Simplify OMSSparkConf implementation #19

@himanishk

Description

@himanishk

You could simplify this a bit, with an internal mapping case class between spark conf and oms conf and also establish required fields that way. something like this. You can also just avoid this internal mapping to maintain by refactoring your original case class OMSConfig to use this.

/*
 * Copyright (2021) Databricks, Inc.
 *
 * THE SOFTWARE IS PROVIDED "AS IS", WITHOUT WARRANTY OF ANY KIND, EXPRESS OR IMPLIED,
 * INCLUDING BUT NOT LIMITED TO THE WARRANTIES OF MERCHANTABILITY, FITNESS FOR A PARTICULAR PURPOSE
 * AND NONINFRINGEMENT.
 *
 * IN NO EVENT SHALL THE AUTHORS OR COPYRIGHT HOLDERS BE
 * LIABLE FOR ANY CLAIM, DAMAGES OR OTHER LIABILITY, WHETHER IN AN ACTION OF CONTRACT,
 * TORT OR OTHERWISE, ARISING FROM, OUT OF OR IN CONNECTION WITH THE SOFTWARE OR
 * THE USE OR OTHER DEALINGS IN THE SOFTWARE.
 *
 * See the Full License for the specific language governing permissions and
 * limitations under the License.
 */

package com.databricks.labs.deltaoms.common

import com.databricks.labs.deltaoms.common.OMSSparkConfUtils.{buildConfKey, getSparkConf}
import com.databricks.labs.deltaoms.configuration.{OMSConfig, SparkSettings}

private object OMSSparkConfUtils extends SparkSettings {
  def buildConfKey(key: String): String = s"databricks.labs.deltaoms.${key}"

  def getSparkConf[T](confKey: String): Option[String] = {
    spark.conf.getOption(confKey)
  }
}

case class WithSparkConf[T](value: T,
                            sparkConfigName: String,
                            is_required: Boolean = false)

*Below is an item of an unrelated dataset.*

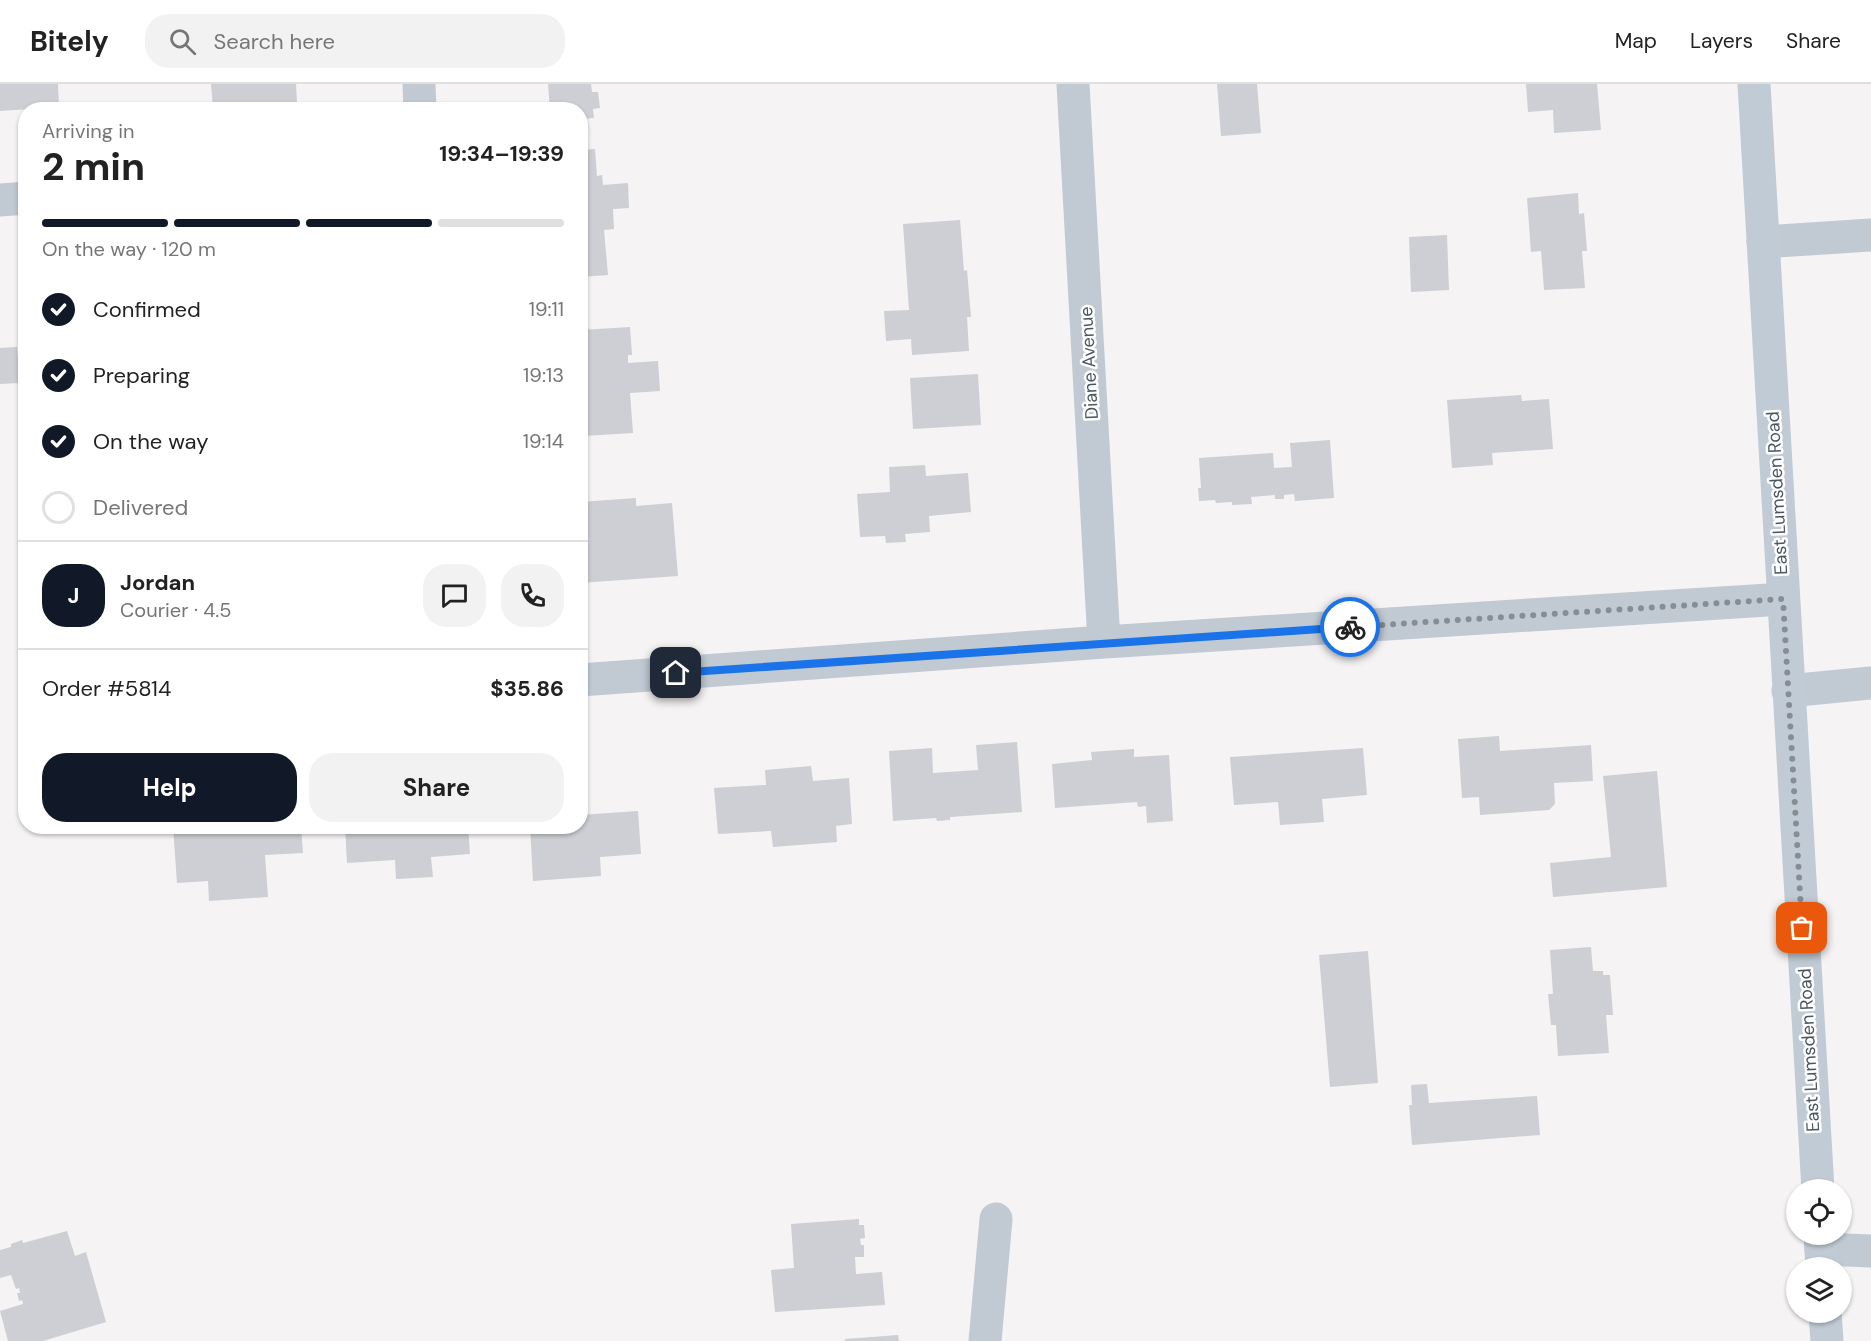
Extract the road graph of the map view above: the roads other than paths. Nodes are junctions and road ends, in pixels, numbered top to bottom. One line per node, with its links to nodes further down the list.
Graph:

case class OMSSparkConfig(baseLocation: WithSparkConf[Option[String]] =
                            WithSparkConf(None,
                              buildConfKey("base.location"),
                              is_required = true),
                          dbName: WithSparkConf[Option[String]] =
                          WithSparkConf(None,
                            buildConfKey("db.name"),
                            is_required = true),
                          checkpointBase: WithSparkConf[Option[String]] =
                            WithSparkConf(None,
                              buildConfKey("checkpoint.base"),
                              is_required = true),
                          checkpointSuffix: WithSparkConf[Option[String]] =
                            WithSparkConf(None,
                              buildConfKey("checkpoint.suffix"),
                              is_required = true),
                          rawActionTable: WithSparkConf[String] =
                            WithSparkConf("rawactions",
                              buildConfKey("raw.action.table")),
                          sourceConfigTable: WithSparkConf[String] =
                            WithSparkConf("sourceconfig",
                              buildConfKey("source.config.table")),
                          pathConfigTable: WithSparkConf[String] =
                            WithSparkConf("pathconfig",
                              buildConfKey("path.config.table")),
                          processedHistoryTable: WithSparkConf[String] =
                            WithSparkConf("processedhistory",
                              buildConfKey("processed.history.table")),
                          commitInfoSnapshotTable: WithSparkConf[String] =
                            WithSparkConf("commitinfosnapshots",
                              buildConfKey("commitinfo.snapshot.table")),
                          actionSnapshotTable: WithSparkConf[String] =
                            WithSparkConf("actionsnapshots",
                              buildConfKey("action.snapshot.table")),
                          consolidateWildcardPaths: WithSparkConf[Boolean] =
                            WithSparkConf(true,
                              buildConfKey("consolidate.wildcard.paths")),
                          truncatePathConfig: WithSparkConf[Boolean] =
                            WithSparkConf(false,
                              buildConfKey("truncate.path.config")),
                          skipPathConfig: WithSparkConf[Boolean] =
                            WithSparkConf(false,
                              buildConfKey("skip.path.config")),
                          skipInitializeOMS: WithSparkConf[Boolean] =
                            WithSparkConf(false,
                              buildConfKey("skip.initialize")),
                          srcDatabases: WithSparkConf[Option[String]] =
                            WithSparkConf(None,
                              buildConfKey("src.databases")),
                          tablePattern: WithSparkConf[Option[String]] =
                            WithSparkConf(None,
                              buildConfKey("table.pattern")),
                          triggerInterval: WithSparkConf[Option[String]] =
                            WithSparkConf(None,
                              buildConfKey("trigger.interval")),
                          startingStream: WithSparkConf[Int] =
                            WithSparkConf(1,
                              buildConfKey("starting.stream")),
                          endingStream: WithSparkConf[Int] =
                            WithSparkConf(50,
                              buildConfKey("ending.stream")))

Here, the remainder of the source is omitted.